(Records from a data source)
---+---
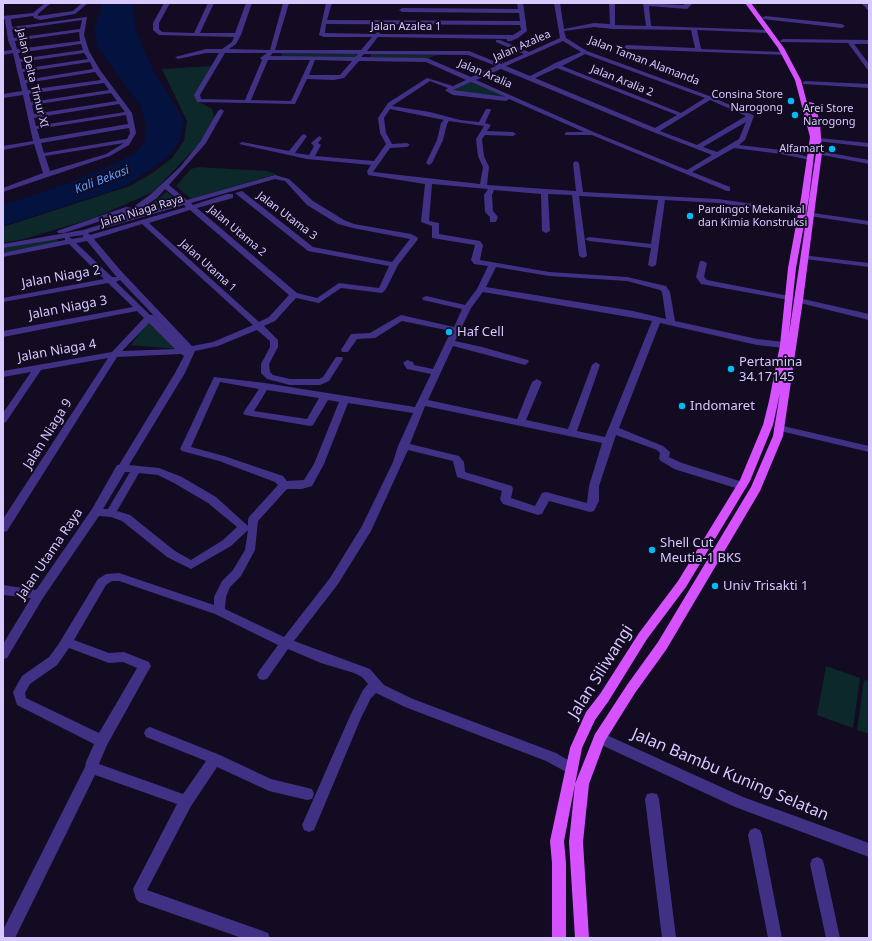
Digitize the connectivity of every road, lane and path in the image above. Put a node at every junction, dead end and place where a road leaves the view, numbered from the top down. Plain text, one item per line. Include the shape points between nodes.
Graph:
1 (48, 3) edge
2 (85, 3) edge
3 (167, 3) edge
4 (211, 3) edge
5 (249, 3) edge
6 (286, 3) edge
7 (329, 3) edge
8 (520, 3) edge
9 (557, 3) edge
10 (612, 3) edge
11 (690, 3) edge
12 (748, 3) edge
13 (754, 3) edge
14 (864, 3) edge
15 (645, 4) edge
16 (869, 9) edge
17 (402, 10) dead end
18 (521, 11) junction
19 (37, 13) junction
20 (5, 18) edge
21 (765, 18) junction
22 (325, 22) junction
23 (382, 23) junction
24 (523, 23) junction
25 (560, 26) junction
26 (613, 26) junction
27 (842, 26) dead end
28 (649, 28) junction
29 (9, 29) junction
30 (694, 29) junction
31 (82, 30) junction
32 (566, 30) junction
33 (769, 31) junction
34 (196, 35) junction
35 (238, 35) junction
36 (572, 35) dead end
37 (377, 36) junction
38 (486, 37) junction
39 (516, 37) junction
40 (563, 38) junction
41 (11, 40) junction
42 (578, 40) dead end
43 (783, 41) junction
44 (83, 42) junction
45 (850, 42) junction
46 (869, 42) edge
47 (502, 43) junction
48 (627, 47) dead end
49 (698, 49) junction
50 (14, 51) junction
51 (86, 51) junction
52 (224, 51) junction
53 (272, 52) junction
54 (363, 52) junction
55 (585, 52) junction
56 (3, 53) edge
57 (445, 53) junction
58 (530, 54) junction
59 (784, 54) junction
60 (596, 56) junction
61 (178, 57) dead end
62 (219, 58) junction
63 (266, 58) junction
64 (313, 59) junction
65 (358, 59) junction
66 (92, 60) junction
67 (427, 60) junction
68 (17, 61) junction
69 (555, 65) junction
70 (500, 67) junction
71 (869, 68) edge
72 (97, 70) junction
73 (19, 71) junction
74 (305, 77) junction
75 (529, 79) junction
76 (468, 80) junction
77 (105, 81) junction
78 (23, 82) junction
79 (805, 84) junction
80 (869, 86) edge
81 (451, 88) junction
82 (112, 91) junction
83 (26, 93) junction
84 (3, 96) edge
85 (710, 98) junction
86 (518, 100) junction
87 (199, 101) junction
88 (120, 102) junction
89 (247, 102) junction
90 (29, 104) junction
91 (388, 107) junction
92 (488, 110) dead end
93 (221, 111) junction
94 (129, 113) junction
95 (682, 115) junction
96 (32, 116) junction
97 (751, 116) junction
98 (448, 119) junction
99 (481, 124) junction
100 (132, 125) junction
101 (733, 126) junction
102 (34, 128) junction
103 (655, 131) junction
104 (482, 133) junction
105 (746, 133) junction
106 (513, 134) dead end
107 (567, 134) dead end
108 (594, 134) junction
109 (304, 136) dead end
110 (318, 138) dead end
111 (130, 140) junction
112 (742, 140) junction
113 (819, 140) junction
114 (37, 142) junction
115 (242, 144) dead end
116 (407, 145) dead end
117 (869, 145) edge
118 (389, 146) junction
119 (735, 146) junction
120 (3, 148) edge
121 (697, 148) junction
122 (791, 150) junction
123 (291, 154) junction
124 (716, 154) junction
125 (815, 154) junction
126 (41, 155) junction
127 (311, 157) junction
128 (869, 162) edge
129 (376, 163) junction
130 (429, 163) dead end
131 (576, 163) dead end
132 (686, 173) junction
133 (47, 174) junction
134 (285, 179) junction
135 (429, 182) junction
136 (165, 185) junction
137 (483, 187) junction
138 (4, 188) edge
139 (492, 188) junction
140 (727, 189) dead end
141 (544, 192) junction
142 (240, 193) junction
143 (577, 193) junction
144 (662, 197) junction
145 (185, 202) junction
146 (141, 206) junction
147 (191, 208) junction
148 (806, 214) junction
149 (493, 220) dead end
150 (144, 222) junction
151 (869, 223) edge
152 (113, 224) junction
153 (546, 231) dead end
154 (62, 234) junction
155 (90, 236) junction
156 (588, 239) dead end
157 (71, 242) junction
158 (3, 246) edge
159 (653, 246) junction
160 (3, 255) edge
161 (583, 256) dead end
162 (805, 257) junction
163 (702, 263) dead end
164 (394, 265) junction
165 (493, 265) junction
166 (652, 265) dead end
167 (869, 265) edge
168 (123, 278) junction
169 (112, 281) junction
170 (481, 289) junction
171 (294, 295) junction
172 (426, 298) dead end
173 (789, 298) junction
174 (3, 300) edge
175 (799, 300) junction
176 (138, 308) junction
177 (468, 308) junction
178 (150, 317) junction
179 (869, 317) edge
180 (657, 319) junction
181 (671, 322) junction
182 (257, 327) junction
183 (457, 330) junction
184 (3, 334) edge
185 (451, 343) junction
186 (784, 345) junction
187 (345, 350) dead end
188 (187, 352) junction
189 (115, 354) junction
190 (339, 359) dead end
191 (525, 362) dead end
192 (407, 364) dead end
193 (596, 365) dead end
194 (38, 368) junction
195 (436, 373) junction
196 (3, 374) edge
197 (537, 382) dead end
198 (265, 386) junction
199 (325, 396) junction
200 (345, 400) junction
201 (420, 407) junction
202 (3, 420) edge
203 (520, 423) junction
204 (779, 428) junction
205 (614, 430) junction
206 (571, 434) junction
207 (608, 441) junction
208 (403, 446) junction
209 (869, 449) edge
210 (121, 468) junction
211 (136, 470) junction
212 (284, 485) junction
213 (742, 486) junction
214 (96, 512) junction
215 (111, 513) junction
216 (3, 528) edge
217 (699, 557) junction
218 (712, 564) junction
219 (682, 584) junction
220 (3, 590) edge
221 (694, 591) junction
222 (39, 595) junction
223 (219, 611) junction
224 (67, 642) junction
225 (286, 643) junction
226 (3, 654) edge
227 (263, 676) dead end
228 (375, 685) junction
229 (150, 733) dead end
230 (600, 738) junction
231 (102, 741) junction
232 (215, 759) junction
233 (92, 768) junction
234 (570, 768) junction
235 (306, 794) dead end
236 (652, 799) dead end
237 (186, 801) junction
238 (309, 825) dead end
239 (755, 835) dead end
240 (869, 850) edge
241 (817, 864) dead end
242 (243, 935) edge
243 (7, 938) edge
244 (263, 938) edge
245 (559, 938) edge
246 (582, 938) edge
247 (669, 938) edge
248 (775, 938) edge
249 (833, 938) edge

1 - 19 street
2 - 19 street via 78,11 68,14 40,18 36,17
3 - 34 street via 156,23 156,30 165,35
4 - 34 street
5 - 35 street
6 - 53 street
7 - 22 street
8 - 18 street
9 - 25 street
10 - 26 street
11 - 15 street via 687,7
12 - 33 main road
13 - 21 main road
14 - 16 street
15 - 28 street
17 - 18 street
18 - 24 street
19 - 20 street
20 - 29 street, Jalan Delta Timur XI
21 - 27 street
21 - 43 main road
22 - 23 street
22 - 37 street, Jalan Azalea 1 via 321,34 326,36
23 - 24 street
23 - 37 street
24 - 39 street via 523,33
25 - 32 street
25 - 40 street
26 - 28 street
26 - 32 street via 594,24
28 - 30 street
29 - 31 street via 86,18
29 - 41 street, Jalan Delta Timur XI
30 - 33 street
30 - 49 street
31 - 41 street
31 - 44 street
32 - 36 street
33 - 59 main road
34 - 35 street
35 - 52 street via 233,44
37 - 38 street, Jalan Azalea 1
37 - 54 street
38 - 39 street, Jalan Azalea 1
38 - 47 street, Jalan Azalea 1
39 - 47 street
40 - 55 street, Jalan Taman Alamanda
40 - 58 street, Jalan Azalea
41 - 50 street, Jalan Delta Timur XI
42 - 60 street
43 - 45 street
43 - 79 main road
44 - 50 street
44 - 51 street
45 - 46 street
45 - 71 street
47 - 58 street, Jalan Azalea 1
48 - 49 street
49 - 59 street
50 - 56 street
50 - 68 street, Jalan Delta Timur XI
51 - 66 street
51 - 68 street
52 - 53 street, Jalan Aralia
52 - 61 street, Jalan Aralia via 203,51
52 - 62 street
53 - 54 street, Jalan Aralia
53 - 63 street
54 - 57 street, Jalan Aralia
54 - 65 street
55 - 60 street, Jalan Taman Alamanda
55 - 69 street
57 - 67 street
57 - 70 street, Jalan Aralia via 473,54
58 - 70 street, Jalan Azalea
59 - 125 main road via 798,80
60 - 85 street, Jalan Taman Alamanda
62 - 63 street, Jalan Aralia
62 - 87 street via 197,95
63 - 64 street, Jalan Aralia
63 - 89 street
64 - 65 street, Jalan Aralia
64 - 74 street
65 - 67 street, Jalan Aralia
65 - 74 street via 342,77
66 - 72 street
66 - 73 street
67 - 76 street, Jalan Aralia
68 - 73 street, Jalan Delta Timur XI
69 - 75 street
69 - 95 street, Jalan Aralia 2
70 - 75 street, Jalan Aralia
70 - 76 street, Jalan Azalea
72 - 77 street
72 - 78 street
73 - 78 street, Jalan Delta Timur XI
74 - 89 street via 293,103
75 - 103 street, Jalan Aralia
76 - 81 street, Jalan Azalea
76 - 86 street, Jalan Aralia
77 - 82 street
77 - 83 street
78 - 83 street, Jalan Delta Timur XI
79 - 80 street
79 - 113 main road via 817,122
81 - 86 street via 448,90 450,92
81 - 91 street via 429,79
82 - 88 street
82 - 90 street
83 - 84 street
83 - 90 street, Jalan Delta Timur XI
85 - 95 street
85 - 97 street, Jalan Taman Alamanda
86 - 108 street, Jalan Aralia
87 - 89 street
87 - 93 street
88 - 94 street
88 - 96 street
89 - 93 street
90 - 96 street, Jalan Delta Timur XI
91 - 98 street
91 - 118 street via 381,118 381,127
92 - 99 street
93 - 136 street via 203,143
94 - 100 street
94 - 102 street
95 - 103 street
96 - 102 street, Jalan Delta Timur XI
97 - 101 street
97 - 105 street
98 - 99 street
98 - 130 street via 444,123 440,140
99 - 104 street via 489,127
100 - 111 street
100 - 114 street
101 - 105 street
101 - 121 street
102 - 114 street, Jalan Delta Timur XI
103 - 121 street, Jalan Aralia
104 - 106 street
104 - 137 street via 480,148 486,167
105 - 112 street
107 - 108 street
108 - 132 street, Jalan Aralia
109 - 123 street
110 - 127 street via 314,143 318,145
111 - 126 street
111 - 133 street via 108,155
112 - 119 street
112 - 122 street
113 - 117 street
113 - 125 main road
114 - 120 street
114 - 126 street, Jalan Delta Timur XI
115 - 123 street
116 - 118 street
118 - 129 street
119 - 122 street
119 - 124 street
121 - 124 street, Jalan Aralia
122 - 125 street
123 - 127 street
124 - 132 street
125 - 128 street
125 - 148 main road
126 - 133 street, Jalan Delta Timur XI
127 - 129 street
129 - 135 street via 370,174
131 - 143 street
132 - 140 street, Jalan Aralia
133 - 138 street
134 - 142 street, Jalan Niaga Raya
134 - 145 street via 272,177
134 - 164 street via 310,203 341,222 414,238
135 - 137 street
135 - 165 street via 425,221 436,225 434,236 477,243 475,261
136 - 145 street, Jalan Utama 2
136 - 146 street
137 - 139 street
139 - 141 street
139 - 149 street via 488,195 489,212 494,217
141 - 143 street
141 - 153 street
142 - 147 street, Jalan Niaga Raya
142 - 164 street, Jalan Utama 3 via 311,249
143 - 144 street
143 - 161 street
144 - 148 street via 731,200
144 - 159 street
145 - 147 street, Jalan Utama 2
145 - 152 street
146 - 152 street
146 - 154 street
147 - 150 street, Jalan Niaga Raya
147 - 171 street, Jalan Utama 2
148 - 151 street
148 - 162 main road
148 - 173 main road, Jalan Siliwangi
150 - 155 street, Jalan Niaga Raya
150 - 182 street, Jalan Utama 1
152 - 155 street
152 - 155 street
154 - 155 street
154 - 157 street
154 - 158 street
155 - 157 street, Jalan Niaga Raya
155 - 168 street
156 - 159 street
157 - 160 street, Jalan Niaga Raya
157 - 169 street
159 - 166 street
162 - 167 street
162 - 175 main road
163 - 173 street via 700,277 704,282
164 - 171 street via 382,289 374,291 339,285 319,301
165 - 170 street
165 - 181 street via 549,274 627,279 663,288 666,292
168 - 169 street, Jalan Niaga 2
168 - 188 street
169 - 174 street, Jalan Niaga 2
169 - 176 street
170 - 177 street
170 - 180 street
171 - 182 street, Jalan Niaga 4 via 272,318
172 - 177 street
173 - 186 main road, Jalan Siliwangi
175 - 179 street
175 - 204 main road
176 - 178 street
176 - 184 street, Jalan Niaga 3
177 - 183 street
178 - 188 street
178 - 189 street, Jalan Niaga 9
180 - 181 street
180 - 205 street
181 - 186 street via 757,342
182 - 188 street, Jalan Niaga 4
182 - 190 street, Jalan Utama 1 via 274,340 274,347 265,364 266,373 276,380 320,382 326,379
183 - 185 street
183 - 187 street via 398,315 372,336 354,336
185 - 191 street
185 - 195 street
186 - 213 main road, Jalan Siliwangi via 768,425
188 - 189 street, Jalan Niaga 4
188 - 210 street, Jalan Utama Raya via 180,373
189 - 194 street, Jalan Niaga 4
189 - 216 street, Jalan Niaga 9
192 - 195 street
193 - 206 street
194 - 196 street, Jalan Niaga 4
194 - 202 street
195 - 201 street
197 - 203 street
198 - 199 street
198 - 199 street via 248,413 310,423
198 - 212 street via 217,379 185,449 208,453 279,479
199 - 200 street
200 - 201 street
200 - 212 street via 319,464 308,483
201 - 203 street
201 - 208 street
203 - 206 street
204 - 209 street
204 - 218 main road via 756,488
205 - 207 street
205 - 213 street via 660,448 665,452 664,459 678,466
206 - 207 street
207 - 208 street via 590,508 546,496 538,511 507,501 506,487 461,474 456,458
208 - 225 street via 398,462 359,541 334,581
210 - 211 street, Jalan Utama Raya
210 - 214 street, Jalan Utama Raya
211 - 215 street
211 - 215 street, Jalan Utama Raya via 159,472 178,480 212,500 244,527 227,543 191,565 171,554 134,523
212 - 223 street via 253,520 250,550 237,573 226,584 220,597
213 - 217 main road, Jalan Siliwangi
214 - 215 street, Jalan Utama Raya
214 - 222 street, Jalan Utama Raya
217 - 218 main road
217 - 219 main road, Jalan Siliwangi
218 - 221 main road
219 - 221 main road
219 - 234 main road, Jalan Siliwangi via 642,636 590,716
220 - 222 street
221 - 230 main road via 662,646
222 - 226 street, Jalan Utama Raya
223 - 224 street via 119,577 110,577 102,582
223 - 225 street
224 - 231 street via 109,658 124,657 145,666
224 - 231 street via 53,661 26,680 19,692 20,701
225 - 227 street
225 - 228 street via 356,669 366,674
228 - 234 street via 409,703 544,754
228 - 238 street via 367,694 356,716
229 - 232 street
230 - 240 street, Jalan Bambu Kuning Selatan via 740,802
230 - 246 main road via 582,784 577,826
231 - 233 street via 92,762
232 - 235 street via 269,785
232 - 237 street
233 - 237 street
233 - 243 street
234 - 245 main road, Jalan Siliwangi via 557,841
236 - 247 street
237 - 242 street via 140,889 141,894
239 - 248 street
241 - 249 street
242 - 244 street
---+---
[Your assignment] Pull out every line above that holds the word "Alamanda".

[Answer to this exercise]
40 - 55 street, Jalan Taman Alamanda
55 - 60 street, Jalan Taman Alamanda
60 - 85 street, Jalan Taman Alamanda
85 - 97 street, Jalan Taman Alamanda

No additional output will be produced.